- WORK REQUIRED
Please keep the pictures out and write out exactly the lines from the first in the data below through the one containing "Left hand at", both included.

****************

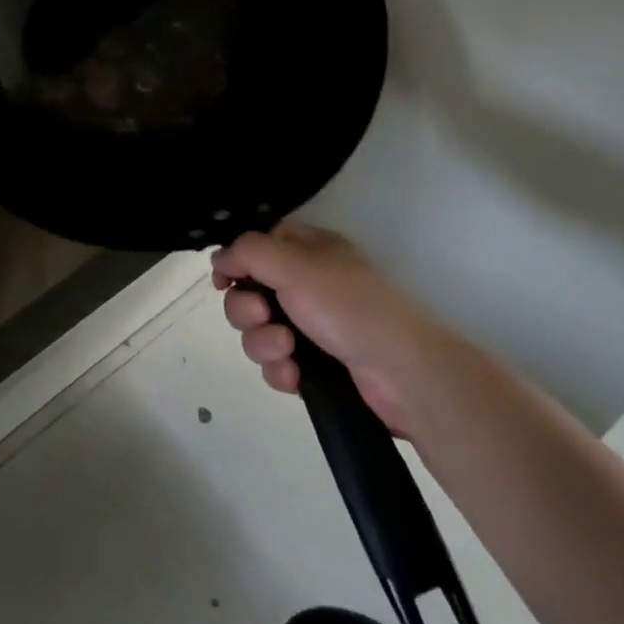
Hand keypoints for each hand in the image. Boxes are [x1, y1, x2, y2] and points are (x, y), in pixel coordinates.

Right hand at [212, 224, 448, 435]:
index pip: (257, 245)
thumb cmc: (348, 306)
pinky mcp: (315, 367)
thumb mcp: (294, 265)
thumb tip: (219, 257)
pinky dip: (279, 370)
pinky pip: (276, 364)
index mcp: (308, 250)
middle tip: (263, 316)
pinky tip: (294, 377)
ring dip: (262, 342)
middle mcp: (307, 284)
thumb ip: (248, 253)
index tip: (223, 280)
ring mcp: (312, 327)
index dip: (235, 261)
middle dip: (246, 308)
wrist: (404, 375)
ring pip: (258, 330)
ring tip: (286, 351)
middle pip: (249, 291)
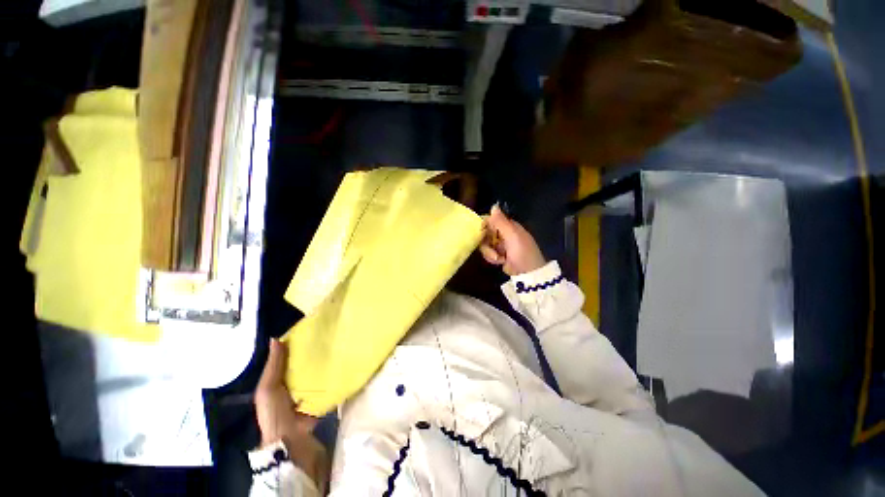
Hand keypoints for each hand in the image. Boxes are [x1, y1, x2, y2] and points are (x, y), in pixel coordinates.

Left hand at [255, 339, 327, 486]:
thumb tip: (276, 339)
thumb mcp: (268, 388)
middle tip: (330, 340)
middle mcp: (294, 389)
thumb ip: (274, 366)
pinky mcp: (320, 404)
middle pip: (305, 369)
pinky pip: (328, 389)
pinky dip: (334, 381)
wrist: (290, 441)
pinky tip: (343, 368)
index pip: (289, 362)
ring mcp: (308, 398)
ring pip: (317, 378)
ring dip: (325, 368)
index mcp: (279, 384)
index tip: (312, 333)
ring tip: (339, 350)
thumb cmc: (275, 412)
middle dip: (315, 357)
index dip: (297, 349)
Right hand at [479, 204, 545, 275]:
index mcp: (509, 226)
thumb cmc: (522, 252)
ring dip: (489, 252)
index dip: (484, 225)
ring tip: (498, 258)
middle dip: (486, 243)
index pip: (491, 220)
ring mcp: (500, 245)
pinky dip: (492, 258)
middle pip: (485, 233)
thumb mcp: (512, 235)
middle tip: (492, 250)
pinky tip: (500, 262)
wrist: (528, 273)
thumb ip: (501, 222)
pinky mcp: (498, 255)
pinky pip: (488, 253)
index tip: (481, 233)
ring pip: (485, 244)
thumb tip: (493, 206)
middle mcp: (503, 233)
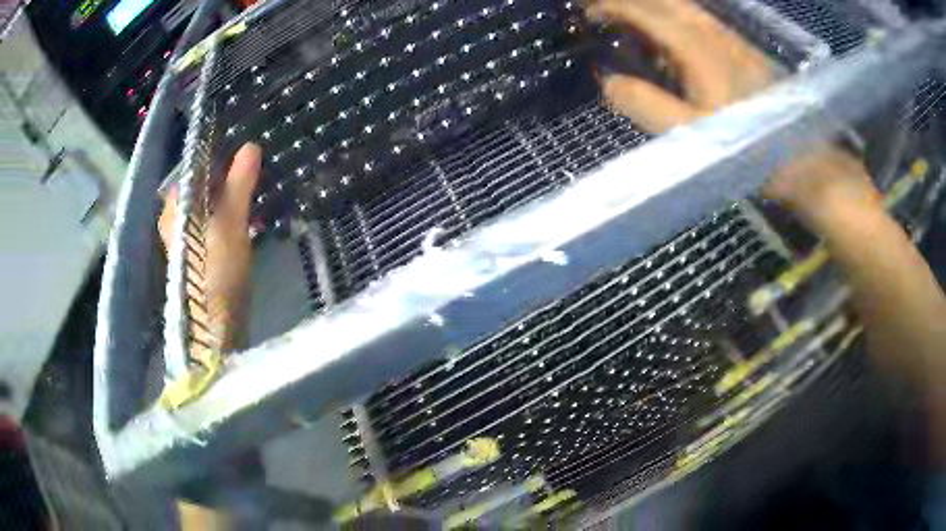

****************

- TASK ANSWER
Hand keypoints for each hand in the image. Boxes are [x1, y1, x2, y2] and points are (x, y), in pixel coordinates.

Right hand at [212, 224, 448, 435]:
index pip: (257, 245)
thumb cmc: (348, 306)
pinky mcp: (315, 367)
thumb mcp: (294, 265)
thumb tip: (219, 257)
pinky dip: (279, 370)
pinky pip: (276, 364)
index mcp: (308, 250)
middle tip: (263, 316)
pinky tip: (294, 377)
ring dip: (262, 342)
middle mcp: (307, 284)
thumb ip: (248, 253)
index tip: (223, 280)
ring mcp: (312, 327)
index dip: (235, 261)
middle dip: (246, 308)
wrist: (404, 375)
ring pip: (258, 330)
ring tip: (286, 351)
middle pip: (249, 291)
Hand keypoints for each hand in the image. Boxes are [x1, y1, x2, y2] and points are (x, y), in pixel coordinates.

Left hand at [255, 339, 327, 486]:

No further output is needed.